Start of Input
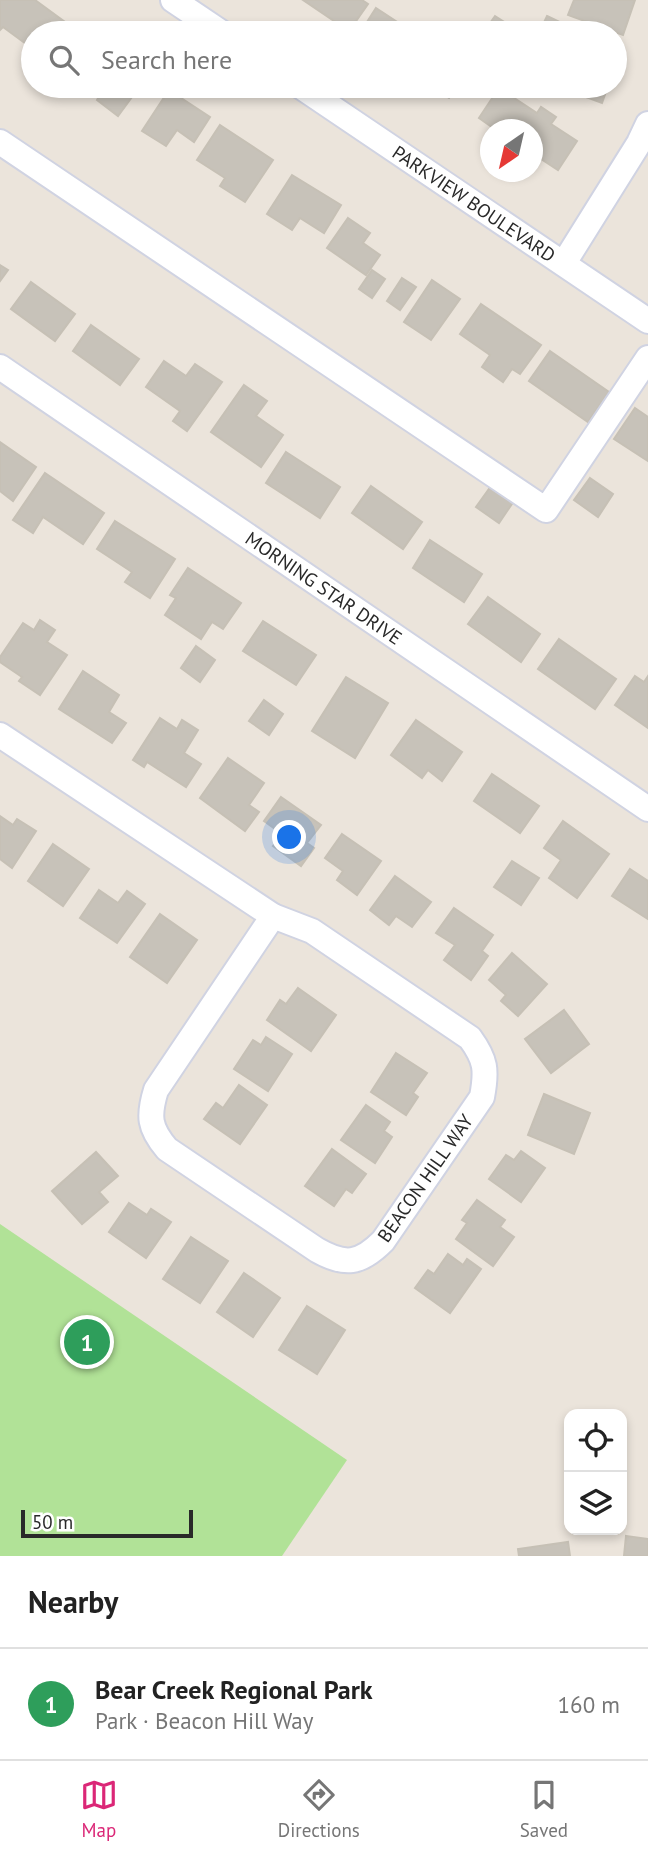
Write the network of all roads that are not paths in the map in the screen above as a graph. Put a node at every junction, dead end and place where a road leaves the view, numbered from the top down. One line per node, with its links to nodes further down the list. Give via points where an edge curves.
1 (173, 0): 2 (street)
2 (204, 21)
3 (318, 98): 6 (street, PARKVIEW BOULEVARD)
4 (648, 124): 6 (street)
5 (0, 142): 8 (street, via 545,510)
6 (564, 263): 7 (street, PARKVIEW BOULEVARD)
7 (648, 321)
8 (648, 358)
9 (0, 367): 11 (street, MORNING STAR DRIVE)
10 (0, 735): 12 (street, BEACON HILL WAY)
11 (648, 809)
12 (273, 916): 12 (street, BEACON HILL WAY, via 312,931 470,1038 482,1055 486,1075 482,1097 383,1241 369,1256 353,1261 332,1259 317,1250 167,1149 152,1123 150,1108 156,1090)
End of Input
Start of Input
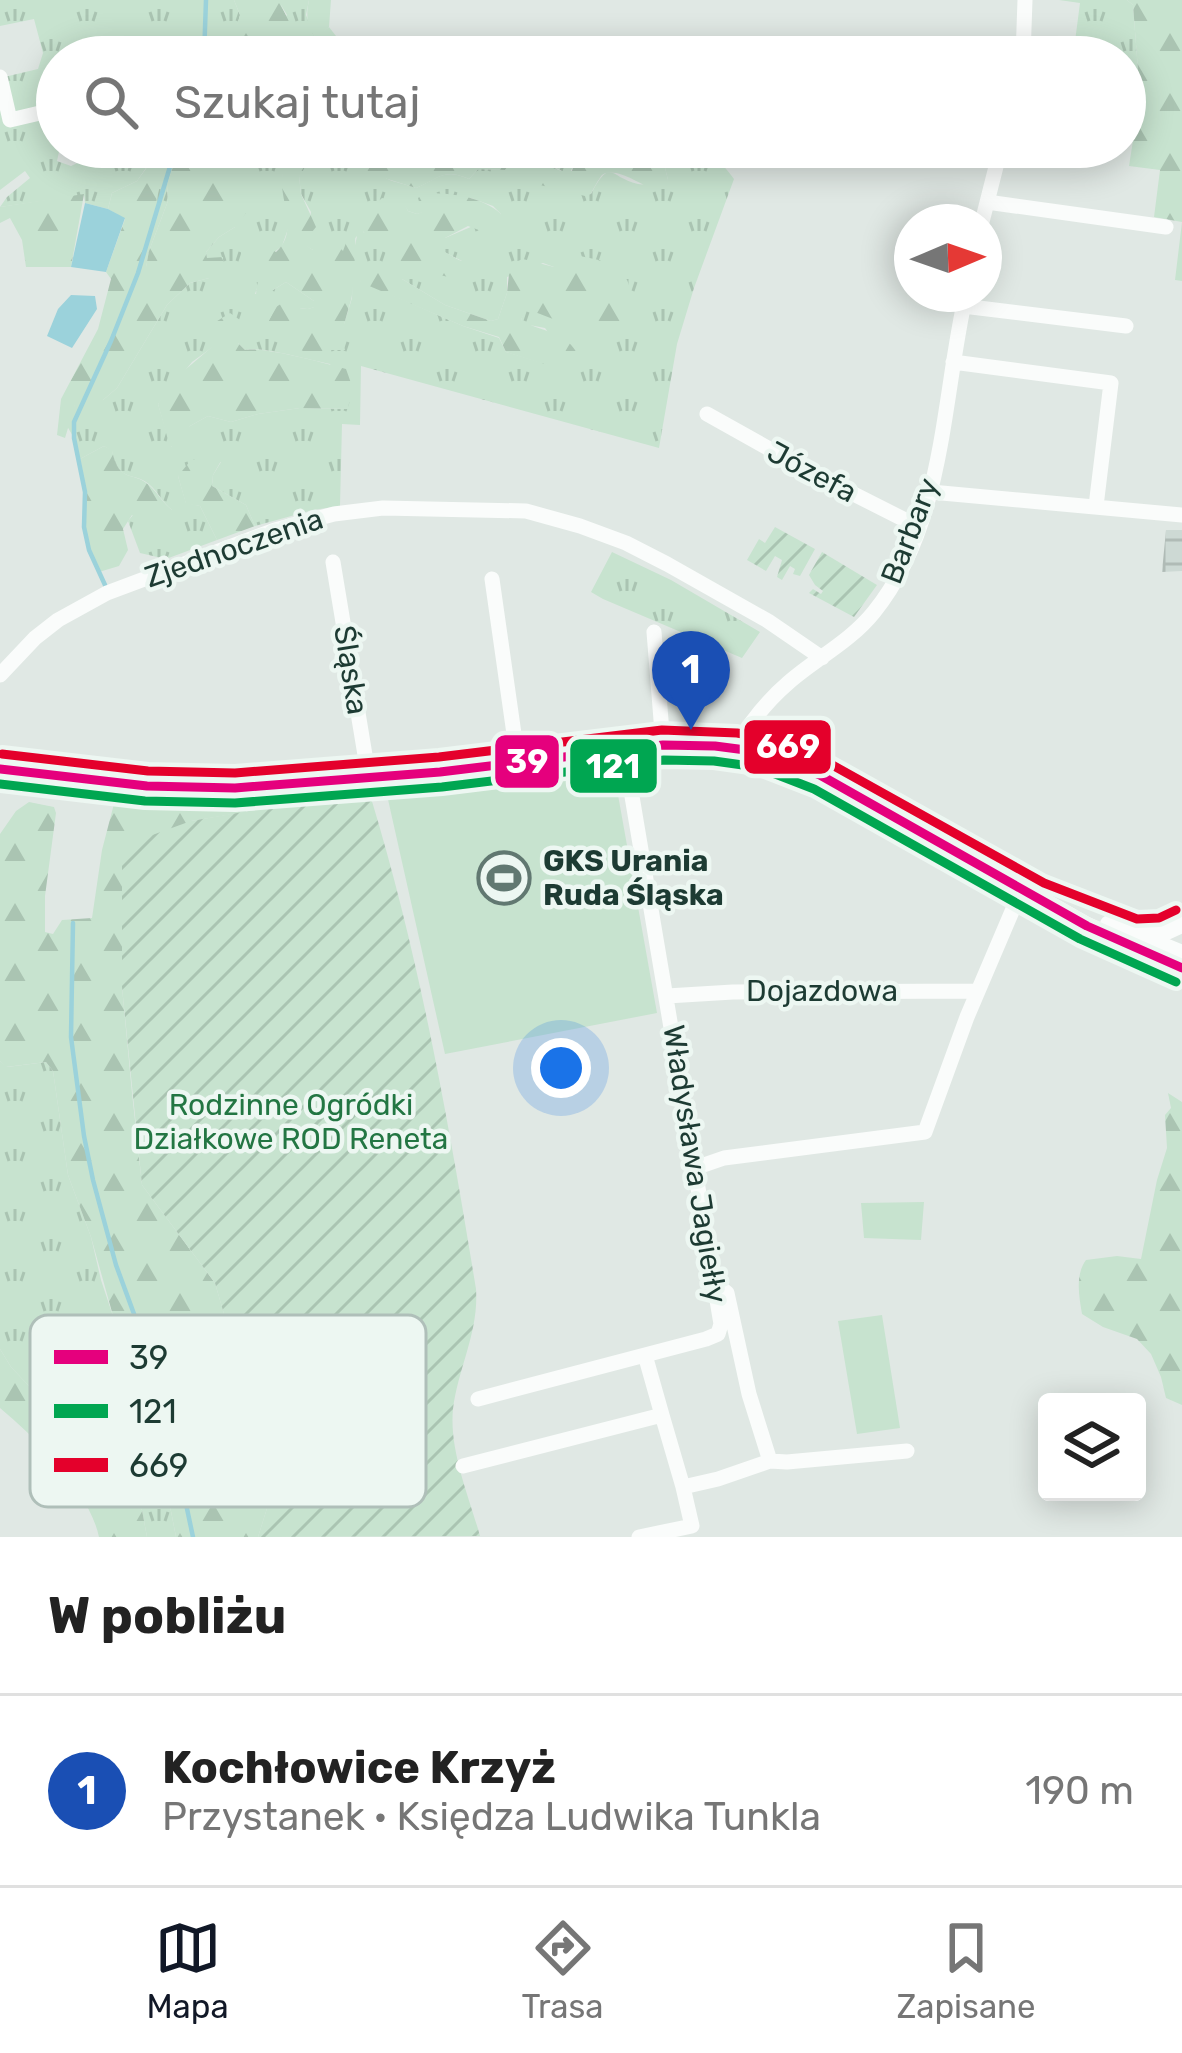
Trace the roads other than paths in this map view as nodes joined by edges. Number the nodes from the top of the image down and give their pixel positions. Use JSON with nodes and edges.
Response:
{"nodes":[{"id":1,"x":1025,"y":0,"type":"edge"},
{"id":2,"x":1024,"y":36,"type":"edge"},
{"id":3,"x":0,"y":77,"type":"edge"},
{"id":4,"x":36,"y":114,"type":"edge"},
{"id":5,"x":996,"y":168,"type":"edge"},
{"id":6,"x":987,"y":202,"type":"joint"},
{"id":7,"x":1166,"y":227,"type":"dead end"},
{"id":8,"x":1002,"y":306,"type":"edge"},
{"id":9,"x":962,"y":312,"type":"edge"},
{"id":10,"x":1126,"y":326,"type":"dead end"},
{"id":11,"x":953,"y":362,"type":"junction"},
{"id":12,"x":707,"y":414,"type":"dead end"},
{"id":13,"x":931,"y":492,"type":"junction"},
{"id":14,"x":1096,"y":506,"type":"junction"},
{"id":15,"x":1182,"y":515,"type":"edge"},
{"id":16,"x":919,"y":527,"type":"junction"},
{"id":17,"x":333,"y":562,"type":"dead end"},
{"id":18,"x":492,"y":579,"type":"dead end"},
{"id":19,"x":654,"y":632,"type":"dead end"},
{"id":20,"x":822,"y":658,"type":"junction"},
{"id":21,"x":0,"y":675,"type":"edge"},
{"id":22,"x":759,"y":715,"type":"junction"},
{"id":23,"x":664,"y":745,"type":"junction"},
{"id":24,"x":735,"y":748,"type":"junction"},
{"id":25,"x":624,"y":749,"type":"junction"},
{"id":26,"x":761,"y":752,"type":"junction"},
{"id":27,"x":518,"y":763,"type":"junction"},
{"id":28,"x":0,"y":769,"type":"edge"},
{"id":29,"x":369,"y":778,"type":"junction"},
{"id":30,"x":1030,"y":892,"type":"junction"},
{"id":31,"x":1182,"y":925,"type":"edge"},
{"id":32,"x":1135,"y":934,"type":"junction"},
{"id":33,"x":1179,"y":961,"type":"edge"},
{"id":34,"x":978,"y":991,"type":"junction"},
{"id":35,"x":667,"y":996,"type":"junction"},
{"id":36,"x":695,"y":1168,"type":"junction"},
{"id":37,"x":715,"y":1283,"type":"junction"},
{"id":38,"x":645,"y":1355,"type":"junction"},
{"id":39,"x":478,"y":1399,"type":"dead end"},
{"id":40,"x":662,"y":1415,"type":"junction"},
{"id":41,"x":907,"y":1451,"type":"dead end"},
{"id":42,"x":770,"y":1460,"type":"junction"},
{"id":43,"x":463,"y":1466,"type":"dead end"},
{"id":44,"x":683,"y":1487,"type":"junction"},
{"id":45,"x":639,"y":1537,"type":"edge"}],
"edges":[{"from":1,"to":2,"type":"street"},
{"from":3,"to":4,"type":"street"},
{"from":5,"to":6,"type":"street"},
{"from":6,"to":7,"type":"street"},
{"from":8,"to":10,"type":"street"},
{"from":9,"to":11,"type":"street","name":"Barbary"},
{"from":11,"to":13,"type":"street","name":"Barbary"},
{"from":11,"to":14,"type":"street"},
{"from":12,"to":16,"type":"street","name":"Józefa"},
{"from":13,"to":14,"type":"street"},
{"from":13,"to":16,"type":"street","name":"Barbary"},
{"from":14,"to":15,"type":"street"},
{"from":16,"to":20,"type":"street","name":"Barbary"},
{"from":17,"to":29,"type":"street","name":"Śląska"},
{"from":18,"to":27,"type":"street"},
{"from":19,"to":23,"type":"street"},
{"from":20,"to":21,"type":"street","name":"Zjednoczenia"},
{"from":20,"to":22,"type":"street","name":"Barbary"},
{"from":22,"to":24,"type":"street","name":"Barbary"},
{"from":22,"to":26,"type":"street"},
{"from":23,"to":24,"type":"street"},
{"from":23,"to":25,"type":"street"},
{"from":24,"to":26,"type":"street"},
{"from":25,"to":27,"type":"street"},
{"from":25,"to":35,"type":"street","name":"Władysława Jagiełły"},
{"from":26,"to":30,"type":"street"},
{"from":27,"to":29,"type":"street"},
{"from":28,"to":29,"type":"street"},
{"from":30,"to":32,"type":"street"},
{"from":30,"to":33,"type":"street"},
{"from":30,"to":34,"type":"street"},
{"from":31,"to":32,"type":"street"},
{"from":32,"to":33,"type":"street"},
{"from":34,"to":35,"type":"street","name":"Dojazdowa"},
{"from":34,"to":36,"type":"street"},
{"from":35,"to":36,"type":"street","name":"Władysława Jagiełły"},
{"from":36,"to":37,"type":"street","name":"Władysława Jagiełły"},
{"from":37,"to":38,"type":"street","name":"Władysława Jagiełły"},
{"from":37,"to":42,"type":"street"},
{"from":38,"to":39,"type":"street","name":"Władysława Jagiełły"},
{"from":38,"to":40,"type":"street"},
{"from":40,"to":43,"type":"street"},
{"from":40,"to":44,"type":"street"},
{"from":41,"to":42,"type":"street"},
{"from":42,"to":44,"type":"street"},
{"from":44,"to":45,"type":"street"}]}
End of Input
Start of Input
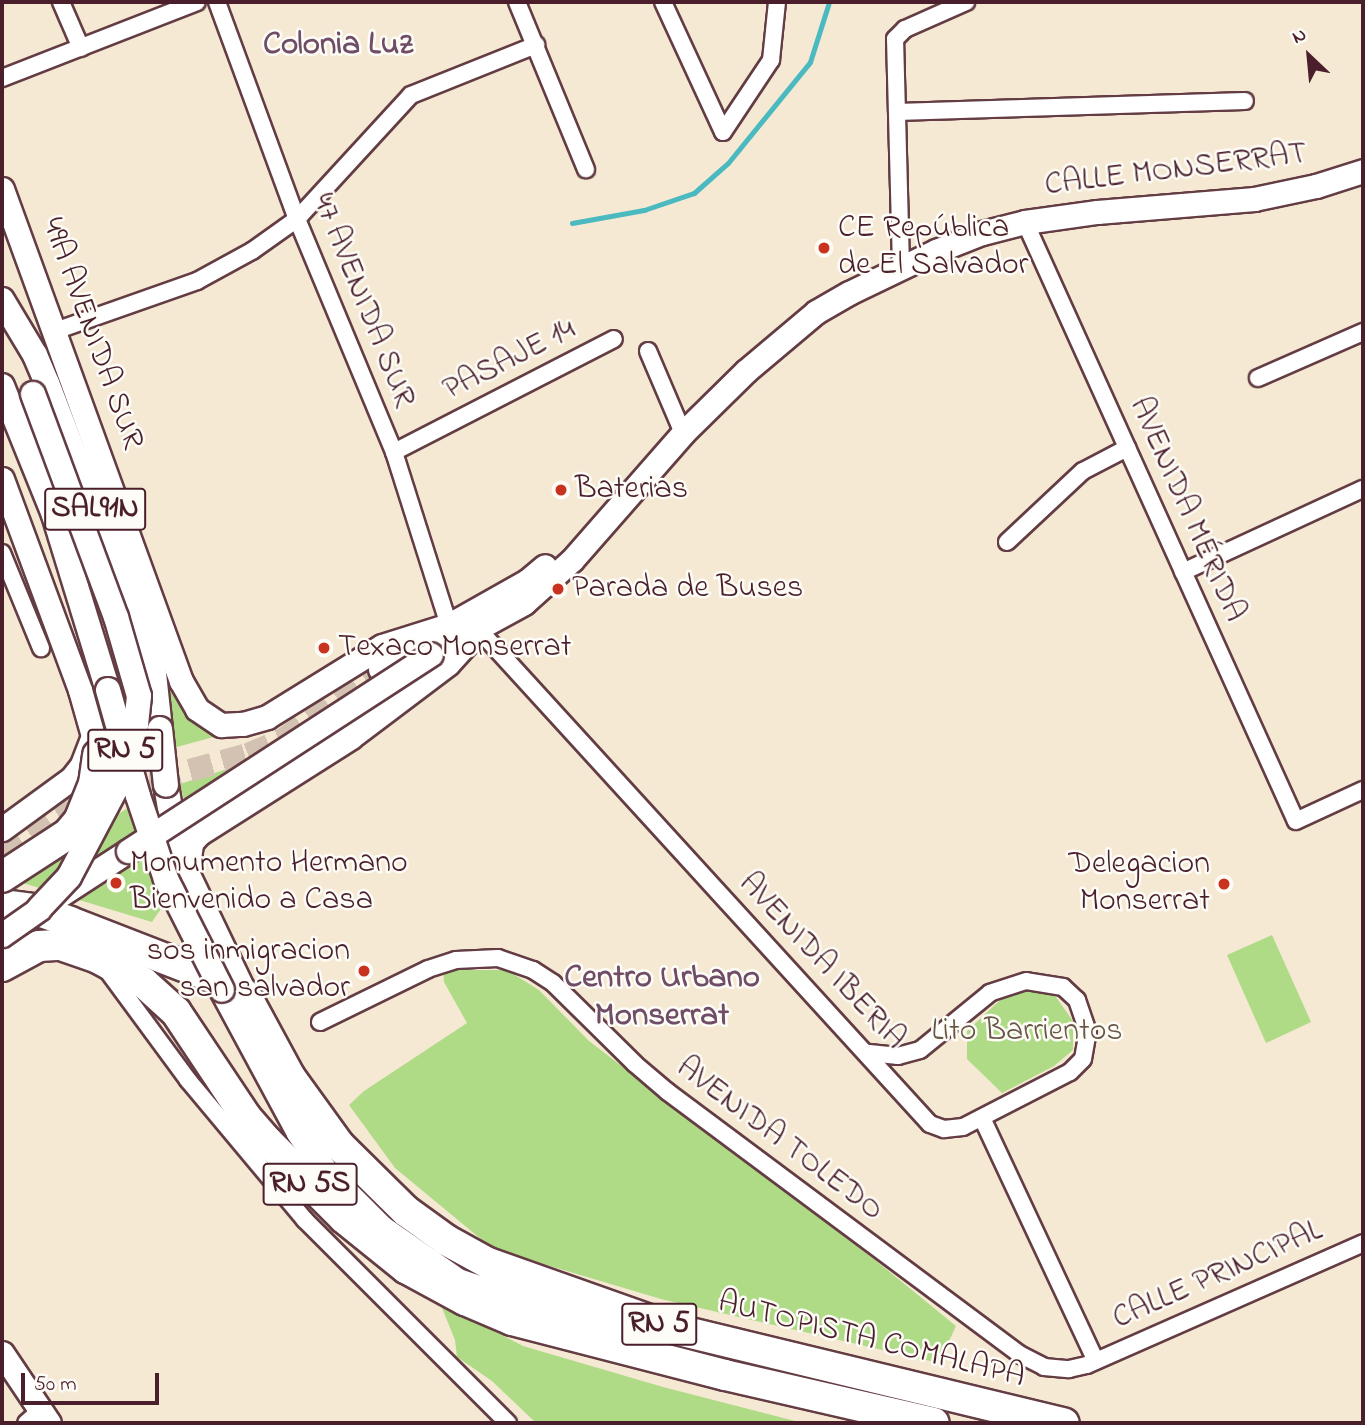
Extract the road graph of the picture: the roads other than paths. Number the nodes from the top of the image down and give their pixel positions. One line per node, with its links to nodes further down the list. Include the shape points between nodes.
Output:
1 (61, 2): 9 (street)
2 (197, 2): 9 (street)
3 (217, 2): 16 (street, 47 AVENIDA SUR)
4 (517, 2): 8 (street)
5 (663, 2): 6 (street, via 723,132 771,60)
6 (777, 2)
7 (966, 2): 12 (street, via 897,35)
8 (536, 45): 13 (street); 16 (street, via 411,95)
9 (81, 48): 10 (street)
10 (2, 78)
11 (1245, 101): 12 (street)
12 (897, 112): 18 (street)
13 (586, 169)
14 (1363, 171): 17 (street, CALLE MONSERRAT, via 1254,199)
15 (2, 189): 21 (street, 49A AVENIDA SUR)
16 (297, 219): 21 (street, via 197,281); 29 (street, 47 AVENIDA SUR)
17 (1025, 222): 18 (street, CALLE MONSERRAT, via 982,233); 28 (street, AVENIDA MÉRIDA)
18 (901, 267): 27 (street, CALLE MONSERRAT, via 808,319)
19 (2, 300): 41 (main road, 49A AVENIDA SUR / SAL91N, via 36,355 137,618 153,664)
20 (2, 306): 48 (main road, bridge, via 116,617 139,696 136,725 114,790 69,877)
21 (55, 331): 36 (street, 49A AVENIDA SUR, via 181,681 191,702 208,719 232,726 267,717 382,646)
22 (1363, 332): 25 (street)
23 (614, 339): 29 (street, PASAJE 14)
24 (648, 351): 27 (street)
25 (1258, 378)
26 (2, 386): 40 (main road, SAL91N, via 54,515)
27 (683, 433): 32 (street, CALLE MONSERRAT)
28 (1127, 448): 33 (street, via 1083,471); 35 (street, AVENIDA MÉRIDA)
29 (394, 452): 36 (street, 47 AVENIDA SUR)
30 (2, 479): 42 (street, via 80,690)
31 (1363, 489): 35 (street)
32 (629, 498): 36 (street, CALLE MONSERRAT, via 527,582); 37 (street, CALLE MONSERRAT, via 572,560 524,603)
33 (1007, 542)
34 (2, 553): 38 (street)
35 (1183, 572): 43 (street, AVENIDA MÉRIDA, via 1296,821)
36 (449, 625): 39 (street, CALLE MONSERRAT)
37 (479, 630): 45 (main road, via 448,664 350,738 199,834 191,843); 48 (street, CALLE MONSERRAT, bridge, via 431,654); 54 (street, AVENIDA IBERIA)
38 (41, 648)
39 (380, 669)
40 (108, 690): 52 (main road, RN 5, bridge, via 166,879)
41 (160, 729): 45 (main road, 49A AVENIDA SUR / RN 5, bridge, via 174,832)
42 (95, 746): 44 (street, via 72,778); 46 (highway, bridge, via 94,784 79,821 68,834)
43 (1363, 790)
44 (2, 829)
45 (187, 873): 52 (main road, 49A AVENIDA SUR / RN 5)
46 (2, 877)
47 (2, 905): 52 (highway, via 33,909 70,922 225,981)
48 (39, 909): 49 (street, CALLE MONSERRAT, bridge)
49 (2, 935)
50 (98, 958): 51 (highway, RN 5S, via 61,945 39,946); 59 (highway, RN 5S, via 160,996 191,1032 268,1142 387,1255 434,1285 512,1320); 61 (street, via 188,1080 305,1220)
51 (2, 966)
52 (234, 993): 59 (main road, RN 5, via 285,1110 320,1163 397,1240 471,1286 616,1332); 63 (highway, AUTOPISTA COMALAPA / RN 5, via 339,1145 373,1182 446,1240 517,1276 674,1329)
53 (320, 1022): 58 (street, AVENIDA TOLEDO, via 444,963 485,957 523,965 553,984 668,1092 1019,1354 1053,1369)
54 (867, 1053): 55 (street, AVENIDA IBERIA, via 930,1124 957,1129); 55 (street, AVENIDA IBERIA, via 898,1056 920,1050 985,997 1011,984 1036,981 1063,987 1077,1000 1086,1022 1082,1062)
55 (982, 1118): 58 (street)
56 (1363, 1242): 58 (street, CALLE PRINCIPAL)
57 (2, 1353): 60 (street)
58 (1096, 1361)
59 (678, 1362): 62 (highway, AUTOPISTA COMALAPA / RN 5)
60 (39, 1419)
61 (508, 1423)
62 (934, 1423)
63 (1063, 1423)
End of Input
* Aim of the exercise *
Read the data above and pull out each line that holds the string "their".

* Output of the task *
Trace the roads other than paths in this map view as nodes joined by edges. Number the nodes from the top of the image down and give their pixel positions. Use JSON with nodes and edges.
Extract the road graph of the picture: the roads other than paths. Number the nodes from the top of the image down and give their pixel positions. One line per node, with its links to nodes further down the list. Include the shape points between nodes.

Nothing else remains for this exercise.